**Required work**: For each line in the records, produce an exact copy.

**Material provided**:
● ● ● ●

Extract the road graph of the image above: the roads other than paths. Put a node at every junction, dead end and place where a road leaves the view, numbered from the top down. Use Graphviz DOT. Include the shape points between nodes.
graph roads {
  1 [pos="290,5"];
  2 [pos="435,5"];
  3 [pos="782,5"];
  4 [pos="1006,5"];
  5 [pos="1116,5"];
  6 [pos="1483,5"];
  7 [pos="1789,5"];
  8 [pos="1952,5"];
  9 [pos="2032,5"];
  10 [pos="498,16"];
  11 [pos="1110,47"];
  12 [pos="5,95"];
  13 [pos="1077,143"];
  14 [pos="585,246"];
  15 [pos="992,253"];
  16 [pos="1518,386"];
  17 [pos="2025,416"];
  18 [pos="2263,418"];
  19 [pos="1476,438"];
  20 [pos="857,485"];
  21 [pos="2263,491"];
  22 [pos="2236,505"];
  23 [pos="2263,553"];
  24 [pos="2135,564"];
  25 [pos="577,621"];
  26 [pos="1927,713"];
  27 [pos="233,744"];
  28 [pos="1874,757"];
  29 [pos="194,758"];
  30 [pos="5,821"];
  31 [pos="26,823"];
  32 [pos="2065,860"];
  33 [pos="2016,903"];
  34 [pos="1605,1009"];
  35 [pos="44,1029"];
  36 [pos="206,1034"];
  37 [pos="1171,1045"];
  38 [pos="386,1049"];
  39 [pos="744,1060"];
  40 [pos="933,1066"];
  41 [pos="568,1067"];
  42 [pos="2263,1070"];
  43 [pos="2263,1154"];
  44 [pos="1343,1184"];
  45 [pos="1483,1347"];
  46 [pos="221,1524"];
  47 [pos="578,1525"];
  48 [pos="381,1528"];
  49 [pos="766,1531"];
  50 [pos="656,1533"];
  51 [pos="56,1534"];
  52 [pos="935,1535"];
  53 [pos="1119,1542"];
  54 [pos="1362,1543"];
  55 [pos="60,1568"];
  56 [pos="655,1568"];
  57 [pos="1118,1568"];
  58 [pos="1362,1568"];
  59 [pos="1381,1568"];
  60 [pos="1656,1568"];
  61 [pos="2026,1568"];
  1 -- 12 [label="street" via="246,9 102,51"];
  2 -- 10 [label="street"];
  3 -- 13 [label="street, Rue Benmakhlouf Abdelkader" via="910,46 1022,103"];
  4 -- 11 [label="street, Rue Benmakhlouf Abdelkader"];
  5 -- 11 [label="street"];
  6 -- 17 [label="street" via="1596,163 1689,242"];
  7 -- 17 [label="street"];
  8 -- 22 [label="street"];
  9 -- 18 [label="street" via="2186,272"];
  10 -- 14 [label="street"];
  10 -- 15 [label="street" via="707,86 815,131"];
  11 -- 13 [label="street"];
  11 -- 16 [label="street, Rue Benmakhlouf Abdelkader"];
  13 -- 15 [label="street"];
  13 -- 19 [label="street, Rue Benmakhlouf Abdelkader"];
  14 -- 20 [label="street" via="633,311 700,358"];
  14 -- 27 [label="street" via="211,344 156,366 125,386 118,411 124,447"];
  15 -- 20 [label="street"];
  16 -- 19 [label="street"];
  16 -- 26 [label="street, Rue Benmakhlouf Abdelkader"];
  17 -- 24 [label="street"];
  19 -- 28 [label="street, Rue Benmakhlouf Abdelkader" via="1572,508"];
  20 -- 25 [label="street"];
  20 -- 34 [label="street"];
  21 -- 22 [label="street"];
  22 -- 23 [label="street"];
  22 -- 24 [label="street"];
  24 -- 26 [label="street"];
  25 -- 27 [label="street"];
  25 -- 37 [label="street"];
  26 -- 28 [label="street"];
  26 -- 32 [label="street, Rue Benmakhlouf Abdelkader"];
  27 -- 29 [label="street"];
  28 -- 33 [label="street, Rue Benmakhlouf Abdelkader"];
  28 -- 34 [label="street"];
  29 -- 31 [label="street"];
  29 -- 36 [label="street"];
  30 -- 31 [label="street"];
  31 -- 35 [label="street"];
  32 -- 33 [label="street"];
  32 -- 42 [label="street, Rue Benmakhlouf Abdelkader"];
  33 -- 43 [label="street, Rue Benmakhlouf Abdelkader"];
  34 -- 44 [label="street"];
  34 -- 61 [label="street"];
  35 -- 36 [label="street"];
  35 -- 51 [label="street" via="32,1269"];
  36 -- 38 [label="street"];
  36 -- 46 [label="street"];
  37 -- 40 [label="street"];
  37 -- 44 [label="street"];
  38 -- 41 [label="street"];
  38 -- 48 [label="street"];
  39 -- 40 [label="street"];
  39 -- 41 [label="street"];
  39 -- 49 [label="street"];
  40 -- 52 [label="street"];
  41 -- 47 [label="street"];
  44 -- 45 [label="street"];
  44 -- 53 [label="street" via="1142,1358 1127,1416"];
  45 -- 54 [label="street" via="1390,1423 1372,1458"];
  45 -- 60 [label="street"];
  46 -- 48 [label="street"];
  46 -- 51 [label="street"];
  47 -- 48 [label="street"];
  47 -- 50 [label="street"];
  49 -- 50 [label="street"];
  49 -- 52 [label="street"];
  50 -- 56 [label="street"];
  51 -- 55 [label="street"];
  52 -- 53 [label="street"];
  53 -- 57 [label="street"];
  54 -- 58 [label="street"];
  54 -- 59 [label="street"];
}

● ● ● ●

**Final answer**:
Extract the road graph of the image above: the roads other than paths. Put a node at every junction, dead end and place where a road leaves the view, numbered from the top down. Use Graphviz DOT. Include the shape points between nodes.
graph roads {
  1 [pos="290,5"];
  2 [pos="435,5"];
  3 [pos="782,5"];
  4 [pos="1006,5"];
  5 [pos="1116,5"];
  6 [pos="1483,5"];
  7 [pos="1789,5"];
  8 [pos="1952,5"];
  9 [pos="2032,5"];
  10 [pos="498,16"];
  11 [pos="1110,47"];
  12 [pos="5,95"];
  13 [pos="1077,143"];
  14 [pos="585,246"];
  15 [pos="992,253"];
  16 [pos="1518,386"];
  17 [pos="2025,416"];
  18 [pos="2263,418"];
  19 [pos="1476,438"];
  20 [pos="857,485"];
  21 [pos="2263,491"];
  22 [pos="2236,505"];
  23 [pos="2263,553"];
  24 [pos="2135,564"];
  25 [pos="577,621"];
  26 [pos="1927,713"];
  27 [pos="233,744"];
  28 [pos="1874,757"];
  29 [pos="194,758"];
  30 [pos="5,821"];
  31 [pos="26,823"];
  32 [pos="2065,860"];
  33 [pos="2016,903"];
  34 [pos="1605,1009"];
  35 [pos="44,1029"];
  36 [pos="206,1034"];
  37 [pos="1171,1045"];
  38 [pos="386,1049"];
  39 [pos="744,1060"];
  40 [pos="933,1066"];
  41 [pos="568,1067"];
  42 [pos="2263,1070"];
  43 [pos="2263,1154"];
  44 [pos="1343,1184"];
  45 [pos="1483,1347"];
  46 [pos="221,1524"];
  47 [pos="578,1525"];
  48 [pos="381,1528"];
  49 [pos="766,1531"];
  50 [pos="656,1533"];
  51 [pos="56,1534"];
  52 [pos="935,1535"];
  53 [pos="1119,1542"];
  54 [pos="1362,1543"];
  55 [pos="60,1568"];
  56 [pos="655,1568"];
  57 [pos="1118,1568"];
  58 [pos="1362,1568"];
  59 [pos="1381,1568"];
  60 [pos="1656,1568"];
  61 [pos="2026,1568"];
  1 -- 12 [label="street" via="246,9 102,51"];
  2 -- 10 [label="street"];
  3 -- 13 [label="street, Rue Benmakhlouf Abdelkader" via="910,46 1022,103"];
  4 -- 11 [label="street, Rue Benmakhlouf Abdelkader"];
  5 -- 11 [label="street"];
  6 -- 17 [label="street" via="1596,163 1689,242"];
  7 -- 17 [label="street"];
  8 -- 22 [label="street"];
  9 -- 18 [label="street" via="2186,272"];
  10 -- 14 [label="street"];
  10 -- 15 [label="street" via="707,86 815,131"];
  11 -- 13 [label="street"];
  11 -- 16 [label="street, Rue Benmakhlouf Abdelkader"];
  13 -- 15 [label="street"];
  13 -- 19 [label="street, Rue Benmakhlouf Abdelkader"];
  14 -- 20 [label="street" via="633,311 700,358"];
  14 -- 27 [label="street" via="211,344 156,366 125,386 118,411 124,447"];
  15 -- 20 [label="street"];
  16 -- 19 [label="street"];
  16 -- 26 [label="street, Rue Benmakhlouf Abdelkader"];
  17 -- 24 [label="street"];
  19 -- 28 [label="street, Rue Benmakhlouf Abdelkader" via="1572,508"];
  20 -- 25 [label="street"];
  20 -- 34 [label="street"];
  21 -- 22 [label="street"];
  22 -- 23 [label="street"];
  22 -- 24 [label="street"];
  24 -- 26 [label="street"];
  25 -- 27 [label="street"];
  25 -- 37 [label="street"];
  26 -- 28 [label="street"];
  26 -- 32 [label="street, Rue Benmakhlouf Abdelkader"];
  27 -- 29 [label="street"];
  28 -- 33 [label="street, Rue Benmakhlouf Abdelkader"];
  28 -- 34 [label="street"];
  29 -- 31 [label="street"];
  29 -- 36 [label="street"];
  30 -- 31 [label="street"];
  31 -- 35 [label="street"];
  32 -- 33 [label="street"];
  32 -- 42 [label="street, Rue Benmakhlouf Abdelkader"];
  33 -- 43 [label="street, Rue Benmakhlouf Abdelkader"];
  34 -- 44 [label="street"];
  34 -- 61 [label="street"];
  35 -- 36 [label="street"];
  35 -- 51 [label="street" via="32,1269"];
  36 -- 38 [label="street"];
  36 -- 46 [label="street"];
  37 -- 40 [label="street"];
  37 -- 44 [label="street"];
  38 -- 41 [label="street"];
  38 -- 48 [label="street"];
  39 -- 40 [label="street"];
  39 -- 41 [label="street"];
  39 -- 49 [label="street"];
  40 -- 52 [label="street"];
  41 -- 47 [label="street"];
  44 -- 45 [label="street"];
  44 -- 53 [label="street" via="1142,1358 1127,1416"];
  45 -- 54 [label="street" via="1390,1423 1372,1458"];
  45 -- 60 [label="street"];
  46 -- 48 [label="street"];
  46 -- 51 [label="street"];
  47 -- 48 [label="street"];
  47 -- 50 [label="street"];
  49 -- 50 [label="street"];
  49 -- 52 [label="street"];
  50 -- 56 [label="street"];
  51 -- 55 [label="street"];
  52 -- 53 [label="street"];
  53 -- 57 [label="street"];
  54 -- 58 [label="street"];
  54 -- 59 [label="street"];
}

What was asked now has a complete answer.